Find every line below with the word "main" in it, and copy each one.

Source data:
☆ ☆ ☆ ☆
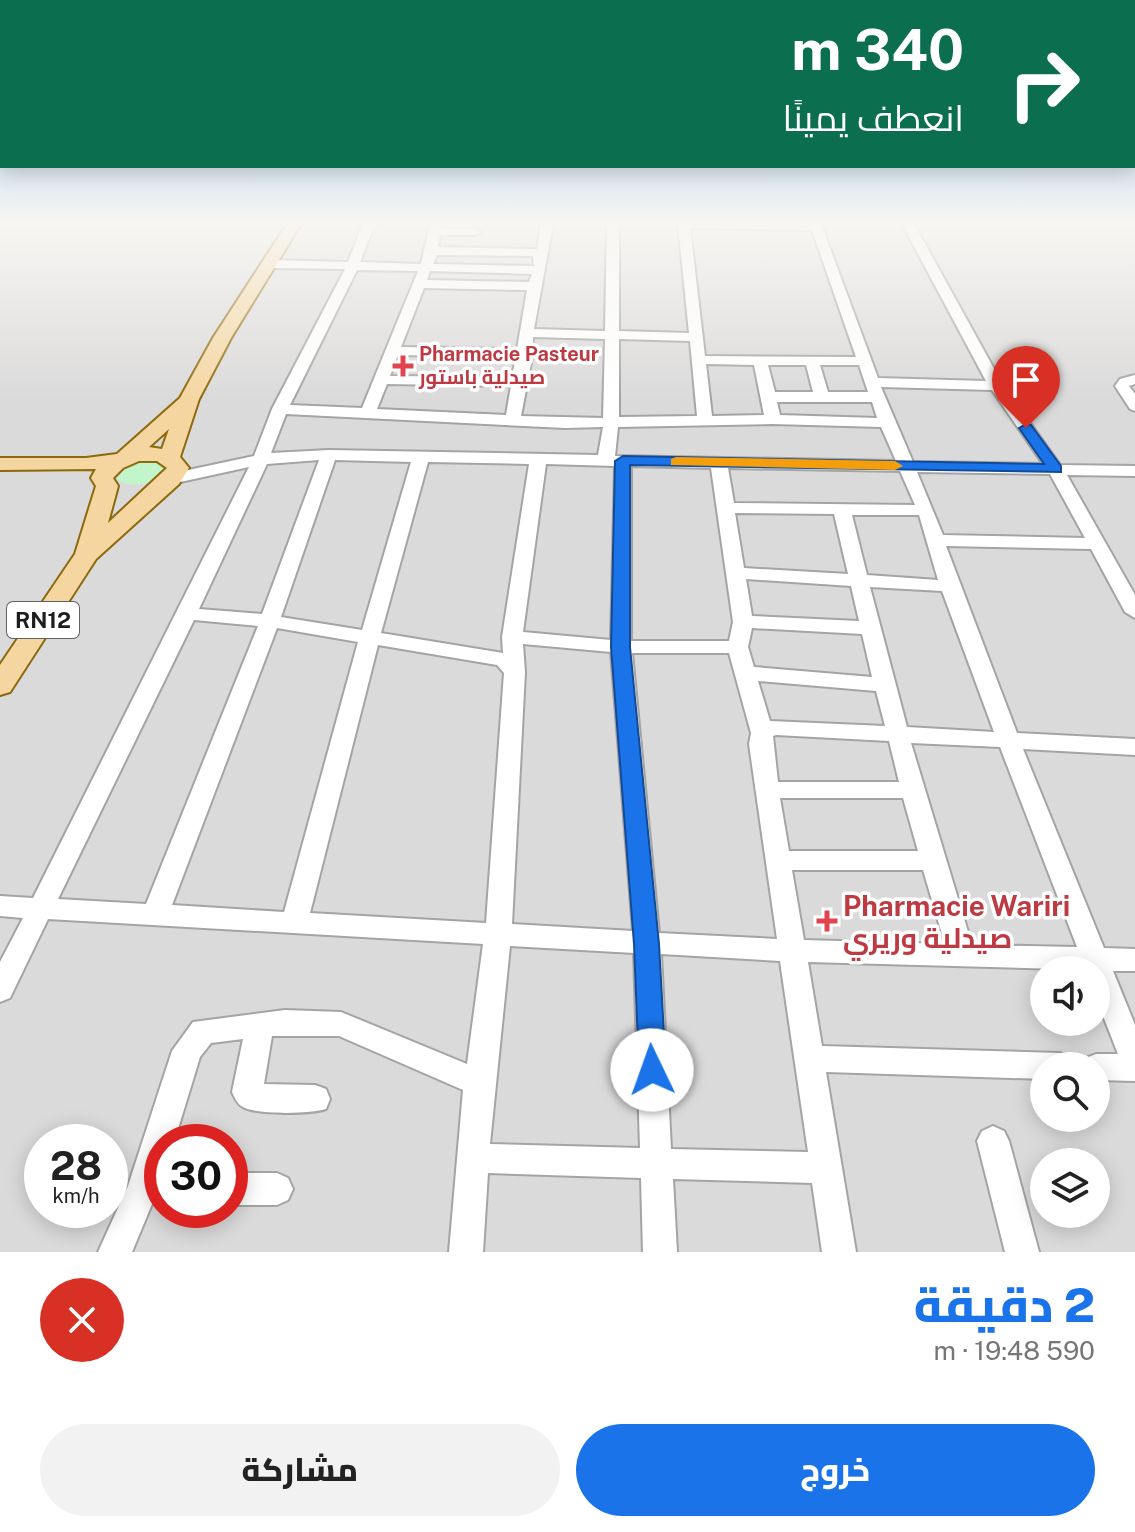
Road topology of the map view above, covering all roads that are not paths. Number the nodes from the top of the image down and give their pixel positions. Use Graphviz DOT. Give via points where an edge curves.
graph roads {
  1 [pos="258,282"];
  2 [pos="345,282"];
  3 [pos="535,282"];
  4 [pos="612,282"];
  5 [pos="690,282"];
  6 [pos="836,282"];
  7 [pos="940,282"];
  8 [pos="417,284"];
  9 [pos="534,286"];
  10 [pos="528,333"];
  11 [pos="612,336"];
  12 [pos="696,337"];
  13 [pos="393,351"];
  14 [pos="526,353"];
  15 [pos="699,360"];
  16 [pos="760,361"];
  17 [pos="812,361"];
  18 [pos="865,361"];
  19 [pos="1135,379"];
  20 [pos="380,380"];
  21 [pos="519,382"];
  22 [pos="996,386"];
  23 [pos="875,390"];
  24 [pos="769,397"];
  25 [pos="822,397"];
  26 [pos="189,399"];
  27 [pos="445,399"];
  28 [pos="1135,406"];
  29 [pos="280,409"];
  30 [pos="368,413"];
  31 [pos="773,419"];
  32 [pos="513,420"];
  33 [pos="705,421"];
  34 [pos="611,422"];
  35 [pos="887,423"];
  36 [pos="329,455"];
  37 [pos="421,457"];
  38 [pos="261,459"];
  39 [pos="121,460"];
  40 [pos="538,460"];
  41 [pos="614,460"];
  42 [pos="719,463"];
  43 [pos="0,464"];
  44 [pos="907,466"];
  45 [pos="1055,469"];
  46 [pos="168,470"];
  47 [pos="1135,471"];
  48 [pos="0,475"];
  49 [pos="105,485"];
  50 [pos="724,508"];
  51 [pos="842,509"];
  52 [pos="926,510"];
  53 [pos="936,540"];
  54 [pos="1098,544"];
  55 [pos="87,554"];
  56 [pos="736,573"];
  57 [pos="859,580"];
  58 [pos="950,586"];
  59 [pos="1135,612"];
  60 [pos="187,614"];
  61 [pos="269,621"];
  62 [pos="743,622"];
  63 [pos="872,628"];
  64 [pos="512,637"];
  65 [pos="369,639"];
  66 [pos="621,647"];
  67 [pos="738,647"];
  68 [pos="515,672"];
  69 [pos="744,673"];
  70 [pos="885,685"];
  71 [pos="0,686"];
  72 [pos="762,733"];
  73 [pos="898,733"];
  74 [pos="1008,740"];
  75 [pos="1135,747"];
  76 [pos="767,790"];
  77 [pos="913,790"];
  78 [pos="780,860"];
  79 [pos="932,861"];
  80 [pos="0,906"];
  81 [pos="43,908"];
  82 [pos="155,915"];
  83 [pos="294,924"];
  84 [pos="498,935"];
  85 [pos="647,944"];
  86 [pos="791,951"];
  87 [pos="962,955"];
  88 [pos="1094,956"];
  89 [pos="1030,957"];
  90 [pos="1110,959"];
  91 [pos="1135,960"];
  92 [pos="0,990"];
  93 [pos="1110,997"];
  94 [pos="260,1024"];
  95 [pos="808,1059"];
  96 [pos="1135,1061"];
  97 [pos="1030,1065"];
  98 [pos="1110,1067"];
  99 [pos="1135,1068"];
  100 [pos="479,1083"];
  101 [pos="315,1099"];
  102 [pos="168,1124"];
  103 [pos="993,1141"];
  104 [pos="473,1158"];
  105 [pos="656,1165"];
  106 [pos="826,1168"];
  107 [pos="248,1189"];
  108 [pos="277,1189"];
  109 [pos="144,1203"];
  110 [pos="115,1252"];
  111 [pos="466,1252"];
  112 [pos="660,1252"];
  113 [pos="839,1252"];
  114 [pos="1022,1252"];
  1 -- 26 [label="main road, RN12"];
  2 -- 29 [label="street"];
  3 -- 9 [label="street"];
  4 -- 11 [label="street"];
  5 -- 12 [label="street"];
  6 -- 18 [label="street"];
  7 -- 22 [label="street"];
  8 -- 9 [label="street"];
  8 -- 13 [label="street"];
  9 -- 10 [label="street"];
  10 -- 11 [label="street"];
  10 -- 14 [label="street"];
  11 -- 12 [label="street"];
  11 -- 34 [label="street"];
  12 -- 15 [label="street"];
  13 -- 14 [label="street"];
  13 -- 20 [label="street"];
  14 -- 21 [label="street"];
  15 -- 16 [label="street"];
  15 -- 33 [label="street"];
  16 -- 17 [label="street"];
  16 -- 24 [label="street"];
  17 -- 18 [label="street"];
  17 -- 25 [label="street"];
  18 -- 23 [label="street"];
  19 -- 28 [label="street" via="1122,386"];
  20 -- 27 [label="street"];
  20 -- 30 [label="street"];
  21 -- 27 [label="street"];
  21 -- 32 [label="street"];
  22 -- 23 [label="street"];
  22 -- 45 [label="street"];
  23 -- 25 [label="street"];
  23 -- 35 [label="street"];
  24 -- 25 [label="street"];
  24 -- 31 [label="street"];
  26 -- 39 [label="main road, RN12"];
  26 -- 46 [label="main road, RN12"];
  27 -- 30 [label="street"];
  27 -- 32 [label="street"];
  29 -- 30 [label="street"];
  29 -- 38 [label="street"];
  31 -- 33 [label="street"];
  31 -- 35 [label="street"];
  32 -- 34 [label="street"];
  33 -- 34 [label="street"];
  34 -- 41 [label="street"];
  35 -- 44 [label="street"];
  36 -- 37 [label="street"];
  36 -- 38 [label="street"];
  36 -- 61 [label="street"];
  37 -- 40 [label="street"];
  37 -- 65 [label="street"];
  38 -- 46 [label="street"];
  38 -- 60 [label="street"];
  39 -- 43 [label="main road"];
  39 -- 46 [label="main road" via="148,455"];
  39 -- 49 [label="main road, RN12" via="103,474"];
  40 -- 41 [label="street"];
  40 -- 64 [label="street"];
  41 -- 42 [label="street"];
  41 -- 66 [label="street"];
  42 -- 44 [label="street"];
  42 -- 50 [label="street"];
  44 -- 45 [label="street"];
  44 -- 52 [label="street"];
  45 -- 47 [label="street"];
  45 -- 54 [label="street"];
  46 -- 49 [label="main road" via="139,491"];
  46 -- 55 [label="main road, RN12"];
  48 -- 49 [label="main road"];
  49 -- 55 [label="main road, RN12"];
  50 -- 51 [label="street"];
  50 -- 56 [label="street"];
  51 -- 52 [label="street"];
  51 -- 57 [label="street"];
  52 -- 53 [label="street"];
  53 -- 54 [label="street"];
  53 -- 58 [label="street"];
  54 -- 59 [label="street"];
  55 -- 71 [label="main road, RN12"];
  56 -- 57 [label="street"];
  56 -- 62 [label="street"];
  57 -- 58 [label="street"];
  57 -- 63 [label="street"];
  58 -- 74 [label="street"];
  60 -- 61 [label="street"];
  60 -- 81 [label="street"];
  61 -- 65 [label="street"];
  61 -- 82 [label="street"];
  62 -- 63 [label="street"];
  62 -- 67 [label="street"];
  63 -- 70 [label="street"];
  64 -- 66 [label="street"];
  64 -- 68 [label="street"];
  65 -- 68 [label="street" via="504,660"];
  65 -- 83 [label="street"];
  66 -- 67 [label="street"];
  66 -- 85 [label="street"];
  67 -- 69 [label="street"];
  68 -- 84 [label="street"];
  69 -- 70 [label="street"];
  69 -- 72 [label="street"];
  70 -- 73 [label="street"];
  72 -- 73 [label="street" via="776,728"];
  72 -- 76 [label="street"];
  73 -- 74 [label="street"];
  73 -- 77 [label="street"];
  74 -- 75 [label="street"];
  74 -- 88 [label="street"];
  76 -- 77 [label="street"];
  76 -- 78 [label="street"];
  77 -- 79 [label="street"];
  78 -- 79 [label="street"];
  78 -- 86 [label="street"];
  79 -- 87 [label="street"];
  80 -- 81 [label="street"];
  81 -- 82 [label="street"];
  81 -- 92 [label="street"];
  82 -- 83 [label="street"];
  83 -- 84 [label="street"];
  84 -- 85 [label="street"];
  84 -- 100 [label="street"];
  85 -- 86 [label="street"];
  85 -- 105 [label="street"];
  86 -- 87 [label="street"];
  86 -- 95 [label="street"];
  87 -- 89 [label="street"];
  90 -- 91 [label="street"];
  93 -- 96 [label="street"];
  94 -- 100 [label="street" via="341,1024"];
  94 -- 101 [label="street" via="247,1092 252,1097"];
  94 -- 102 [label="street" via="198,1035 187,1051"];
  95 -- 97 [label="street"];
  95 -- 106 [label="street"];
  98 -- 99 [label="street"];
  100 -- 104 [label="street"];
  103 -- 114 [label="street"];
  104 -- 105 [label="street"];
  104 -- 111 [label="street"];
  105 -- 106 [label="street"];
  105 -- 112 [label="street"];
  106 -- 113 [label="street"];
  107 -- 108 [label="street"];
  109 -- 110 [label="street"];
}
☆ ☆ ☆ ☆
Finished task:
  1 -- 26 [label="main road, RN12"];
  26 -- 39 [label="main road, RN12"];
  26 -- 46 [label="main road, RN12"];
  39 -- 43 [label="main road"];
  39 -- 46 [label="main road" via="148,455"];
  39 -- 49 [label="main road, RN12" via="103,474"];
  46 -- 49 [label="main road" via="139,491"];
  46 -- 55 [label="main road, RN12"];
  48 -- 49 [label="main road"];
  49 -- 55 [label="main road, RN12"];
  55 -- 71 [label="main road, RN12"];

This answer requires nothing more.